### Stored items from a collection
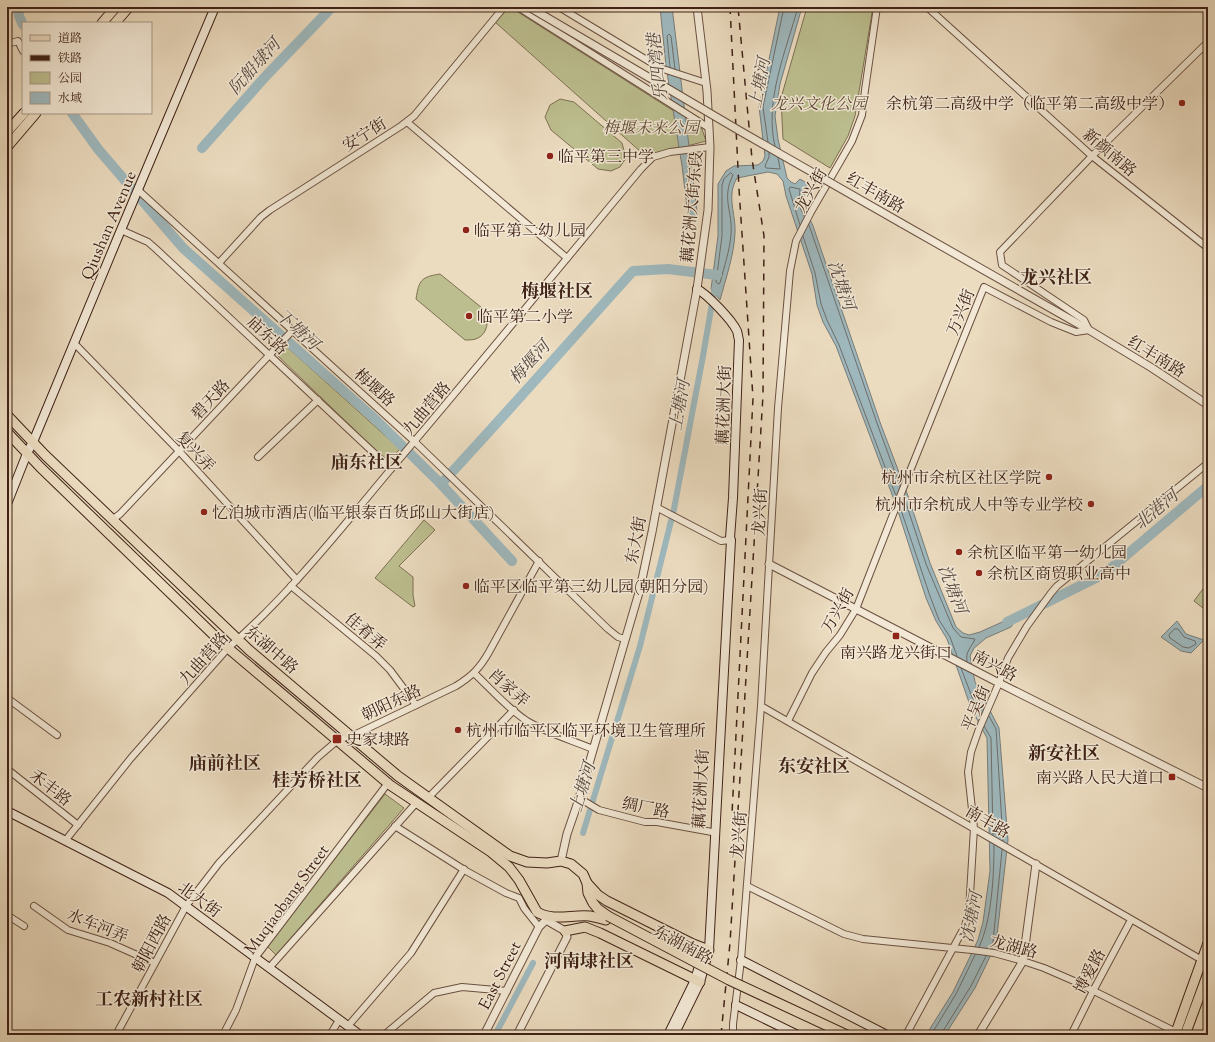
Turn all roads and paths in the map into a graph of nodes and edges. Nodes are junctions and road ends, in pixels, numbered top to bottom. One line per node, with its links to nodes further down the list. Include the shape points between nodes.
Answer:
1 (116, 7): 11 (main road)
2 (129, 7): 12 (main road)
3 (215, 7): 25 (main road, Qiushan Avenue)
4 (504, 7): 19 (street, 安宁街)
5 (518, 7): 20 (street)
6 (529, 7): 32 (street, 红丰南路, bridge)
7 (559, 7): 16 (street, via 660,68)
8 (697, 7): 16 (street, 藕花洲大街东段)
9 (877, 7): 51 (street, 龙兴街, via 862,115 852,141 796,241 790,271 778,408)
10 (927, 7): 24 (street, 新颜南路)
11 (103, 22)
12 (116, 22)
13 (1208, 42): 24 (street)
14 (7, 44): 15 (street, via 18,41)
15 (22, 49)
16 (706, 83): 20 (street, 藕花洲大街东段)
17 (23, 114): 21 (main road)
18 (35, 114): 22 (main road)
19 (407, 122): 28 (street); 29 (street, 安宁街, via 270,210)
20 (709, 128): 23 (street, 藕花洲大街东段)
21 (7, 132)
22 (7, 147)
23 (710, 147): 28 (street, 九曲营路, via 652,157); 30 (street, 藕花洲大街东段, via 708,210)
24 (1092, 156): 27 (street, 新颜南路); 32 (street, via 1000,252 1002,265 1084,320)
25 (138, 190): 26 (main road, Qiushan Avenue); 29 (street, 梅堰路)
26 (121, 230): 33 (main road, Qiushan Avenue); 34 (street, 庙东路, via 148,242)
27 (1208, 248)
28 (567, 258): 39 (street, 九曲营路)
29 (219, 263): 31 (street, 梅堰路)
30 (699, 290): 47 (street, 东大街); 49 (main road, 藕花洲大街, via 721,311 736,330 739,340)
31 (293, 330): 34 (street, 碧天路); 39 (street, 梅堰路)
32 (1089, 330): 36 (street, 红丰南路); 54 (street, 万兴街, via 1076,332 1051,322 984,287)
33 (74, 343): 40 (main road, Qiushan Avenue); 41 (street, 复兴弄)
34 (271, 353): 35 (street, 庙东路); 41 (street, 碧天路)
35 (318, 400): 42 (street); 45 (street, 庙东路)
36 (1208, 405)
37 (7, 414): 40 (main road, 东湖中路)
38 (7, 432): 43 (main road, 东湖中路)
39 (414, 441): 45 (street, 九曲营路); 50 (street, 梅堰路)
40 (33, 442): 43 (main road, Qiushan Avenue); 48 (main road, 东湖中路)
41 (179, 451): 48 (street, 碧天路); 52 (street, 复兴弄)
42 (258, 457)
43 (25, 458): 46 (main road, Qiushan Avenue); 57 (main road, 东湖中路, via 40,467)
44 (1208, 462): 59 (street, 平吴街, via 1058,586 1030,622 1008,658)
45 (392, 467): 52 (street, 九曲营路)
46 (7, 504)
47 (656, 507): 49 (street, via 721,541); 56 (street, 东大街, via 640,589)
48 (112, 520): 55 (main road, 东湖中路)
49 (730, 540): 79 (main road, 藕花洲大街); 97 (main road, 藕花洲大街)
50 (538, 561): 56 (street, 梅堰路, via 618,637); 58 (street, 朝阳东路, via 481,666)
51 (769, 564): 54 (street, 南兴路); 62 (street, 龙兴街)
52 (297, 580): 53 (street, 九曲营路)
53 (291, 586): 55 (street, 九曲营路); 61 (street, 佳肴弄, via 376,656)
54 (856, 609): 59 (street, 南兴路); 64 (street, 万兴街, via 840,636 812,673)
55 (237, 639): 57 (street, 九曲营路); 66 (main road, 东湖中路)
56 (625, 639): 68 (street, 东大街)
57 (228, 648): 67 (main road, 东湖中路); 76 (street, 九曲营路, via 131,758)
58 (474, 673): 61 (street, 朝阳东路, via 456,686); 63 (street, 肖家弄)
59 (1000, 683): 71 (street, 南兴路); 78 (street, 平吴街, via 971,752 968,772)
60 (7, 698): 65 (street)
61 (416, 705): 66 (street, 朝阳东路)
62 (761, 706): 64 (street, 南丰路); 85 (street, 龙兴街)
63 (514, 710): 68 (street, 肖家弄, via 527,721); 72 (street)
64 (788, 721): 78 (street, 南丰路)
65 (57, 735)
66 (350, 736): 67 (street, 朝阳东路); 72 (main road, 东湖中路)
67 (338, 740): 74 (main road, 东湖中路, via 390,785); 87 (street, 朝阳东路, via 220,863)
68 (593, 748): 73 (street, 东大街)
69 (7, 769): 76 (street, 禾丰路)
70 (385, 787): 98 (street, Muqiaobang Street)
71 (1208, 788)
72 (428, 798): 81 (main road, 东湖中路, via 510,856 527,862)
73 (579, 798): 79 (street, 绸厂路, via 599,810 645,822); 81 (street, 东大街)
74 (416, 802): 77 (street); 89 (main road, 东湖中路, via 490,852 509,868 537,912)
75 (7, 811): 80 (main road, 北大街)
76 (78, 825): 80 (street, 九曲营路)
77 (395, 826): 83 (street); 103 (street)
78 (974, 828): 82 (street, 南丰路); 96 (street, 平吴街, via 969,911 965,926)
79 (712, 832): 97 (main road, 藕花洲大街)
80 (65, 841): 87 (main road, 北大街, via 168,892)
81 (561, 861): 84 (main road, via 571,864 583,874)
82 (1036, 864): 91 (street, 南丰路); 101 (street)
83 (464, 869): 93 (street, via 519,898); 110 (street, via 411,953)
84 (587, 883): 90 (main road, 东湖南路, via 588,893); 97 (main road, via 607,901)
85 (747, 886): 96 (street, 龙湖路, via 844,934 862,939); 99 (street, 龙兴街)
86 (34, 906): 102 (street, 水车河弄, via 68,930 110,943)
87 (186, 906): 98 (main road, 北大街); 102 (street, 朝阳西路)
88 (7, 915): 92 (street)
89 (546, 917): 90 (main road, 东湖南路); 93 (street, East Street); 94 (street)
90 (607, 918): 123 (main road, 东湖南路, via 711,976); 124 (main road, 东湖南路, bridge, via 729,980)
91 (1131, 920): 100 (street, 南丰路); 107 (street, 博爱路)
92 (24, 926)
93 (539, 927): 106 (street, East Street)
94 (566, 934): 105 (main road, via 585,927 600,932); 118 (street)
95 (1208, 943): 100 (main road)
96 (953, 947): 101 (street, 龙湖路, via 994,953); 126 (street, 平吴街)
97 (707, 949): 105 (main road, 藕花洲大街)
98 (255, 958): 103 (main road, 北大街); 113 (street, Muqiaobang Street, via 236,1010)
99 (741, 960): 108 (street, 龙兴街); 125 (main road)
100 (1202, 960): 111 (main road)
101 (1023, 961): 107 (street, 龙湖路); 127 (street)
102 (155, 964): 112 (street, 朝阳西路)
103 (268, 968): 109 (main road, 北大街)
104 (1208, 972): 111 (main road)
105 (697, 981): 119 (main road, 藕花洲大街); 120 (main road, 藕花洲大街)
106 (507, 991): 116 (street, via 462,987 434,993); 117 (street, East Street)
107 (1093, 991): 111 (street, 龙湖路); 128 (street, 博爱路)
108 (736, 1005): 121 (street, 龙兴街); 122 (main road)
109 (340, 1020): 110 (main road, 北大街); 114 (street)
110 (348, 1026): 115 (main road, 北大街)
111 (1178, 1034)
112 (116, 1035)
113 (223, 1035)
114 (330, 1035)
115 (360, 1035)
116 (384, 1035)
117 (484, 1035)
118 (517, 1035)
119 (668, 1035)
120 (674, 1035)
121 (733, 1035)
122 (798, 1035)
123 (834, 1035)
124 (847, 1035)
125 (887, 1035)
126 (906, 1035)
127 (978, 1035)
128 (1071, 1035)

### Work required
Within the records above, how many lines include the word "East"? Only the number is wanted.

### Answer box
3